What you are asked to do: Exactly how many lines in the entries contain "Lima"? Give that number alone.
───── Records
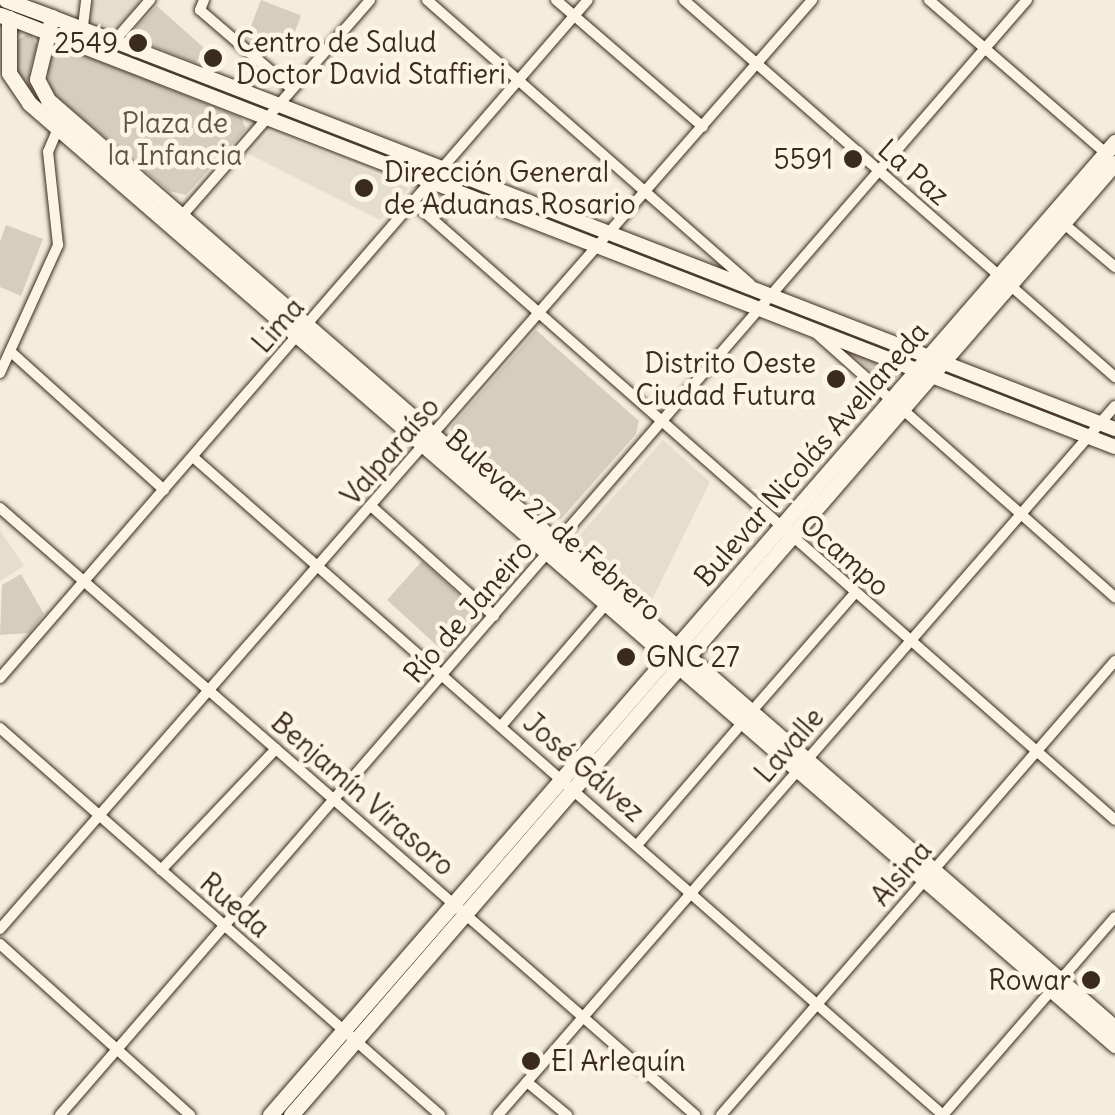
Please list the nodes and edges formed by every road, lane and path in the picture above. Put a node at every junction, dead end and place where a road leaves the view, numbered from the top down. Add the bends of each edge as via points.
1 (6, 0) edge
2 (86, 0) edge
3 (150, 0) edge
4 (204, 0) edge
5 (370, 0) edge
6 (427, 0) edge
7 (556, 0) edge
8 (588, 0) edge
9 (684, 0) edge
10 (928, 0) edge
11 (1027, 0) edge
12 (808, 1) edge
13 (5, 16) edge
14 (574, 16) junction
15 (49, 25) junction
16 (83, 29) junction
17 (114, 41) junction
18 (80, 46) junction
19 (984, 50) junction
20 (103, 54) junction
21 (757, 64) junction
22 (518, 80) junction
23 (292, 89) junction
24 (279, 106) junction
25 (266, 118) junction
26 (703, 127) junction
27 (58, 128) junction
28 (1113, 155) edge
29 (441, 170) junction
30 (880, 171) junction
31 (430, 182) junction
32 (646, 193) junction
33 (413, 202) junction
34 (177, 221) junction
35 (1064, 222) junction
36 (606, 234) junction
37 (594, 248) junction
38 (1115, 268) edge
39 (1004, 280) junction
40 (765, 294) junction
41 (760, 310) junction
42 (538, 314) junction
43 (304, 330) junction
44 (812, 330) junction
45 (11, 352) junction
46 (935, 359) junction
47 (0, 373) edge
48 (923, 373) junction
49 (1115, 377) edge
50 (896, 404) junction
51 (1115, 406) edge
52 (1100, 423) junction
53 (662, 424) junction
54 (1115, 429) edge
55 (1088, 436) junction
56 (430, 440) junction
57 (1115, 447) edge
58 (193, 457) junction
59 (164, 490) junction
60 (371, 506) junction
61 (0, 508) edge
62 (1020, 514) junction
63 (784, 533) junction
64 (553, 548) junction
65 (319, 564) junction
66 (84, 582) junction
67 (854, 594) junction
68 (1115, 597) edge
69 (606, 604) junction
70 (494, 616) junction
71 (910, 642) junction
72 (677, 656) junction
73 (1115, 661) edge
74 (443, 674) junction
75 (0, 678) edge
76 (209, 690) junction
77 (748, 717) junction
78 (502, 725) junction
79 (0, 728) edge
80 (276, 748) junction
81 (1036, 752) junction
82 (802, 764) junction
83 (568, 782) junction
84 (334, 800) junction
85 (99, 815) junction
86 (1115, 820) edge
87 (638, 844) junction
88 (162, 870) junction
89 (929, 875) junction
90 (691, 893) junction
91 (459, 908) junction
92 (1115, 917) edge
93 (223, 925) junction
94 (0, 929) edge
95 (0, 944) edge
96 (1056, 986) junction
97 (817, 1004) junction
98 (583, 1017) junction
99 (1115, 1028) edge
100 (349, 1036) junction
101 (1115, 1045) edge
102 (116, 1051) junction
103 (527, 1082) junction
104 (176, 1103) junction
105 (60, 1115) edge
106 (166, 1115) edge
107 (190, 1115) edge
108 (270, 1115) edge
109 (291, 1115) edge
110 (440, 1115) edge
111 (498, 1115) edge
112 (567, 1115) edge
113 (695, 1115) edge
114 (720, 1115) edge
115 (943, 1115) edge

1 - 15 main road
2 - 16 street
3 - 17 street
4 - 23 street via 200,10
5 - 23 street
6 - 22 street
7 - 14 street
8 - 14 street, Lima
9 - 21 street, La Paz
10 - 19 street
11 - 19 street, Río de Janeiro
12 - 21 street, Valparaíso
13 - 15 main road
13 - 27 main road, Bulevar 27 de Febrero via 18,91
14 - 22 street, Lima
14 - 26 street
15 - 16 main road
15 - 18 main road
15 - 34 main road, Bulevar 27 de Febrero via 38,64 40,90
16 - 17 main road
16 - 18 street
17 - 20 street
17 - 24 main road
18 - 20 main road
19 - 28 street
19 - 30 street, Río de Janeiro
20 - 25 main road
21 - 26 street, Valparaíso
21 - 30 street, La Paz
22 - 29 street, Lima
22 - 32 street
23 - 24 street
24 - 25 street
24 - 29 main road
25 - 31 main road
25 - 34 street
26 - 32 street, Valparaíso
27 - 34 main road, Bulevar 27 de Febrero
27 - 45 street via 48,152 58,245
28 - 35 main road, Bulevar Nicolás Avellaneda
28 - 39 main road, Bulevar Nicolás Avellaneda
29 - 31 street, Lima
29 - 36 main road
30 - 39 street, La Paz
30 - 40 street, Río de Janeiro
31 - 33 street, Lima
31 - 37 main road
32 - 36 street, Valparaíso
32 - 40 street
33 - 42 street, Ocampo
33 - 43 street, Lima
34 - 43 main road, Bulevar 27 de Febrero
35 - 38 street
35 - 39 main road, Bulevar Nicolás Avellaneda
36 - 37 street, Valparaíso
36 - 40 main road
37 - 41 main road
37 - 42 street, Valparaíso
39 - 46 main road, Bulevar Nicolás Avellaneda
39 - 49 street, La Paz
40 - 41 street, Río de Janeiro
40 - 46 main road
41 - 44 main road
41 - 53 street, Río de Janeiro
42 - 53 street, Ocampo
42 - 56 street, Valparaíso
43 - 56 main road, Bulevar 27 de Febrero
43 - 58 street, Lima
44 - 48 main road
44 - 50 street
45 - 47 street
45 - 59 street
46 - 48 main road, Bulevar Nicolás Avellaneda
46 - 52 main road
48 - 50 main road, Bulevar Nicolás Avellaneda
48 - 55 main road
50 - 62 street
50 - 63 main road, Bulevar Nicolás Avellaneda
51 - 52 street, Lavalle
52 - 54 main road
52 - 55 street, Lavalle
53 - 63 street, Ocampo
53 - 64 street, Río de Janeiro
55 - 57 main road
55 - 62 street, Lavalle
56 - 60 street, Valparaíso
56 - 64 main road, Bulevar 27 de Febrero
58 - 59 street, Lima
58 - 65 street, José Gálvez
59 - 66 street, Lima
60 - 65 street, Valparaíso
60 - 70 street
61 - 66 street, Benjamín Virasoro
62 - 68 street
62 - 71 street, Lavalle
63 - 67 street, Ocampo
63 - 72 main road, Bulevar Nicolás Avellaneda
64 - 69 main road, Bulevar 27 de Febrero
64 - 70 street, Río de Janeiro
64 - 72 main road, Bulevar 27 de Febrero
65 - 74 street, José Gálvez
65 - 76 street, Valparaíso
66 - 75 street, Lima
66 - 76 street, Benjamín Virasoro
67 - 71 street, Ocampo
67 - 77 street
69 - 72 main road, Bulevar 27 de Febrero
69 - 78 street
70 - 74 street, Río de Janeiro
71 - 81 street, Ocampo
71 - 82 street, Lavalle
72 - 77 main road, Bulevar 27 de Febrero
72 - 83 main road, Bulevar Nicolás Avellaneda
73 - 81 street, Alsina
74 - 78 street, José Gálvez
74 - 84 street, Río de Janeiro
76 - 80 street, Benjamín Virasoro
76 - 85 street, Valparaíso
77 - 82 main road, Bulevar 27 de Febrero
77 - 87 street
78 - 83 street, José Gálvez
79 - 85 street, Rueda
80 - 84 street, Benjamín Virasoro
80 - 88 street
81 - 86 street, Ocampo
81 - 89 street, Alsina
82 - 89 main road, Bulevar 27 de Febrero
82 - 90 street, Lavalle
83 - 87 street, José Gálvez
83 - 91 main road, Bulevar Nicolás Avellaneda
84 - 91 street, Benjamín Virasoro
84 - 93 street, Río de Janeiro
85 - 88 street, Rueda
85 - 94 street, Valparaíso
87 - 90 street, José Gálvez
88 - 93 street, Rueda
89 - 96 main road, Bulevar 27 de Febrero
89 - 97 street, Alsina
90 - 97 street, José Gálvez
90 - 98 street, Lavalle
91 - 98 street, Benjamín Virasoro
91 - 100 main road, Bulevar Nicolás Avellaneda
92 - 96 street
93 - 100 street, Rueda
93 - 102 street, Río de Janeiro
95 - 102 street
96 - 99 main road, Bulevar 27 de Febrero
96 - 101 main road, Bulevar 27 de Febrero
96 - 115 street
97 - 114 street, Alsina
97 - 115 street, José Gálvez
98 - 103 street, Lavalle
98 - 113 street, Benjamín Virasoro
100 - 108 main road, Bulevar Nicolás Avellaneda
100 - 109 main road, Bulevar Nicolás Avellaneda
100 - 110 street, Rueda
102 - 104 street
102 - 105 street, Río de Janeiro
103 - 111 street, Lavalle
103 - 112 street
104 - 106 street
104 - 107 street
──────────
Answer below: 10